Tuesday, Feb. 22, 2011

Best Cinematography

Nominees:
Black Swan, Matthew Libatique
Inception, Wally Pfister (WINNER)
The King's Speech, Danny Cohen
The Social Network, Jeff Cronenweth
True Grit, Roger Deakins

This begins a series of categories whose nominees are true artists of the medium but don't get their names on the Oscar ballot; in the "craft" categories, only the film title is mentioned. Cinematography is one facet of moviemaking that has changed radically in the past decade. Camera mavens no longer feel obliged to shoot on the traditional 35mm film. Black Swan was shot on Super 16, rendering the images grainier; The Social Network, shot digitally, didn't use film at all. Do these technological wrinkles matter to Academy members? Probably not: the voters are looking for a great-looking picture — which is not the same as Best Picture. In the eight Oscar ceremonies from 2000 to 2007, the film that earned the cinematography award did not once take Best Picture. In five of those years, the final top Oscar winner had not even been nominated in the cinematography category.

Many Oscar schmoozers are forecasting a win for True Grit's Roger Deakins, because this revered cinematographer and two-time American Society of Cinematographers laureate (for The Shawshank Redemption and The Man Who Wasn't There) has been nominated for an Oscar nine times and has never won. The received wisdom is that, for Deakins, it's time. But if the Academy voters could ignore him over and over — even when No Country for Old Men, which he shot, took Best Picture — they can do it again. They don't give lifetime-achievement awards in the guise of Best Cinematography Oscars. And remember, while we've provided it here, Deakins' name is not on the actual Academy ballot.

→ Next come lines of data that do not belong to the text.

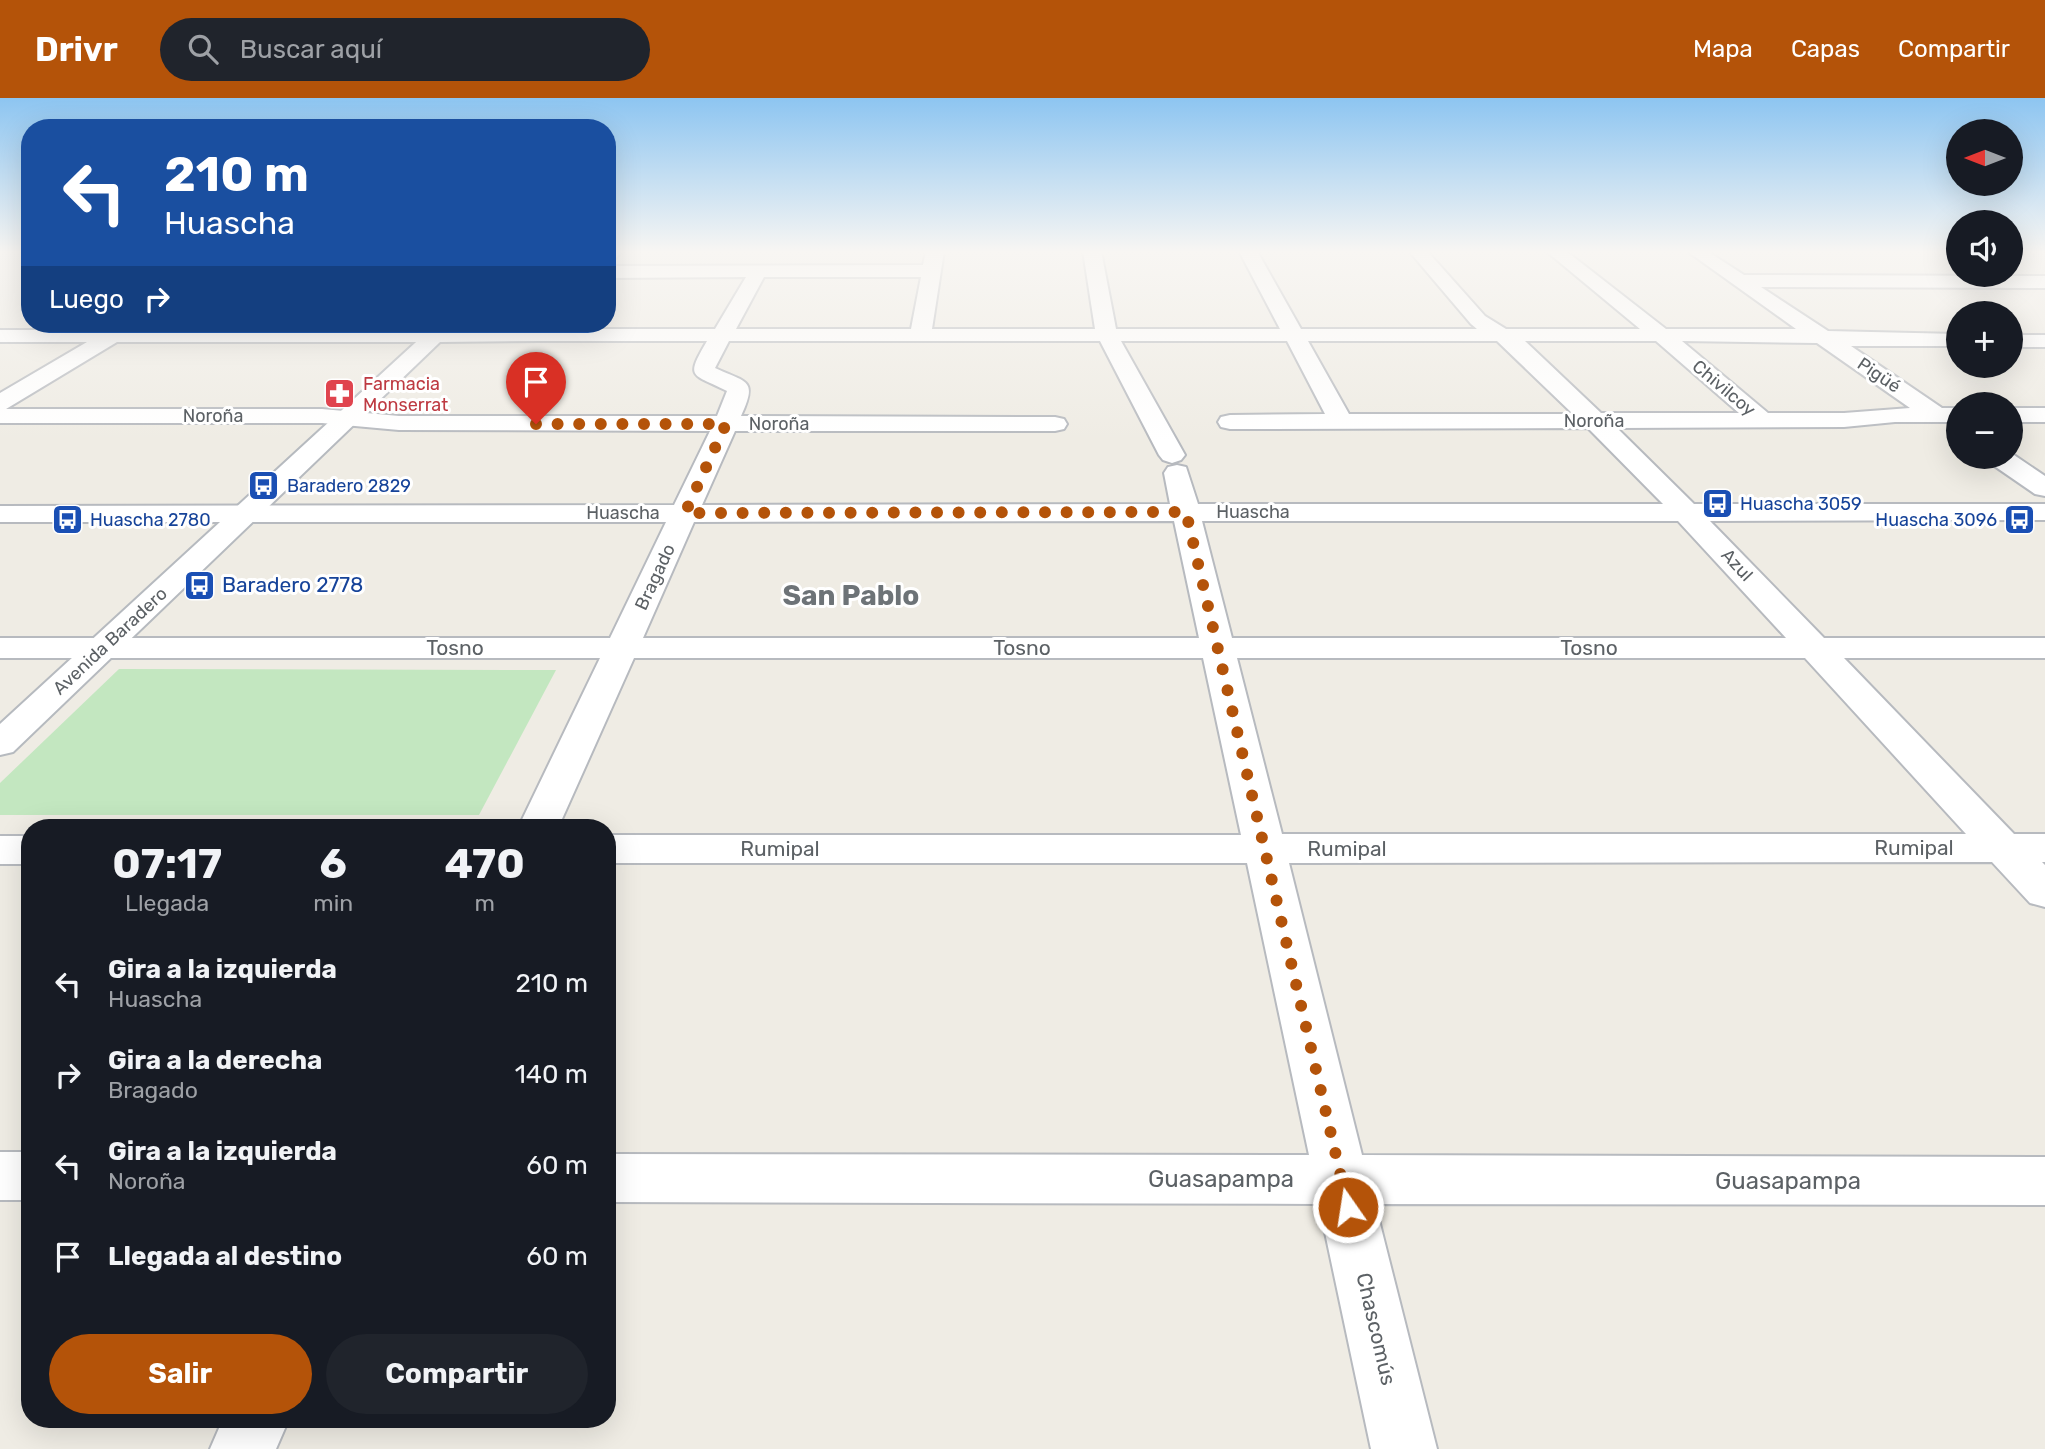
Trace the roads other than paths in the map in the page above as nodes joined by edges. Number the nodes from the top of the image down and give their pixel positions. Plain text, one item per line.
1 (733, 314) edge
2 (924, 314) edge
3 (1103, 314) edge
4 (1282, 314) edge
5 (1473, 314) edge
6 (1635, 314) edge
7 (1789, 314) edge
8 (616, 332) edge
9 (61, 333) edge
10 (194, 333) edge
11 (266, 333) edge
12 (388, 333) edge
13 (489, 333) edge
14 (720, 335) junction
15 (920, 335) junction
16 (1107, 335) junction
17 (1293, 335) junction
18 (1503, 335) junction
19 (1661, 335) junction
20 (0, 336) edge
21 (56, 336) junction
22 (113, 336) junction
23 (189, 336) junction
24 (434, 336) junction
25 (1822, 337) junction
26 (1946, 340) edge
27 (2023, 341) edge
28 (2045, 341) edge
29 (0, 403) edge
30 (1946, 413) edge
31 (1946, 414) edge
32 (2023, 415) edge
33 (2045, 415) edge
34 (0, 416) edge
35 (348, 416) junction
36 (1762, 420) junction
37 (1341, 421) junction
38 (1593, 421) junction
39 (1230, 422) dead end
40 (726, 424) junction
41 (1055, 424) dead end
42 (2017, 469) edge
43 (1178, 480) junction
44 (2045, 488) edge
45 (247, 512) junction
46 (1687, 512) junction
47 (2045, 512) edge
48 (685, 513) junction
49 (0, 514) edge
50 (0, 648) edge
51 (103, 648) junction
52 (622, 648) junction
53 (1217, 648) junction
54 (1815, 648) junction
55 (2045, 648) edge
56 (0, 744) edge
57 (542, 819) edge
58 (2003, 848) junction
59 (2045, 848) edge
60 (616, 849) edge
61 (1264, 849) junction
62 (0, 850) edge
63 (21, 850) edge
64 (2045, 892) edge
65 (0, 1176) edge
66 (21, 1177) edge
67 (616, 1178) edge
68 (1341, 1180) junction
69 (2045, 1181) edge
70 (253, 1428) edge
71 (243, 1449) edge
72 (1404, 1449) edge

1 - 14 street, Bragado
2 - 15 street
3 - 16 street, Chascomús
4 - 17 street
5 - 18 street, Azul
6 - 19 street, Chivilcoy
7 - 25 street, Pigüé
8 - 14 street
9 - 21 street
10 - 23 street
11 - 23 street
12 - 24 street
13 - 24 street
14 - 15 street
14 - 40 street, Bragado
15 - 16 street
16 - 17 street
16 - 43 street, Chascomús
17 - 18 street
17 - 37 street
18 - 19 street
18 - 38 street, Azul
19 - 25 street
19 - 36 street, Chivilcoy
20 - 21 street
21 - 22 street
22 - 23 street
22 - 29 street
24 - 35 street, Avenida Baradero
25 - 26 street
25 - 30 street, Pigüé
27 - 28 street
31 - 36 street, Noroña
32 - 33 street
34 - 35 street, Noroña
35 - 40 street, Noroña
35 - 45 street, Avenida Baradero
36 - 38 street, Noroña
37 - 38 street, Noroña
37 - 39 street, Noroña
38 - 46 street, Azul
40 - 41 street, Noroña
40 - 48 street, Bragado
42 - 44 street
43 - 46 street, Huascha
43 - 48 street, Huascha
43 - 53 street, Chascomús
45 - 48 street, Huascha
45 - 49 street, Huascha
45 - 51 street, Avenida Baradero
46 - 47 street, Huascha
46 - 54 street, Azul
48 - 52 street, Bragado
50 - 51 street, Tosno
51 - 52 street, Tosno
51 - 56 street, Avenida Baradero
52 - 53 street, Tosno
52 - 57 street, Bragado
53 - 54 street, Tosno
53 - 61 street, Chascomús
54 - 55 street, Tosno
54 - 58 street, Azul
58 - 59 street, Rumipal
58 - 61 street, Rumipal
58 - 64 street, Azul
60 - 61 street, Rumipal
61 - 68 street, Chascomús
62 - 63 street
65 - 66 street
67 - 68 street, Guasapampa
68 - 69 street, Guasapampa
68 - 72 street, Chascomús
70 - 71 street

Inception won this year's guild citation from the American Society of Cinematographers. That's not a strong harbinger of Oscar success; only four times in the past decade have the awards coincided. (Last year the ASC prize went to the black-and-white German film The White Ribbon — over Avatar!) Nor do we discount the steamroller effect that may bring The King's Speech a handful of Oscars in the craft categories. Still, we suspect that the Academy will be looking to give Inception a door prize or two and that Pfister, who's been nominated three times previously for shooting Christopher Nolan movies (Batman Begins, The Prestige and The Dark Knight), will be the beneficiary of that dismissive largesse.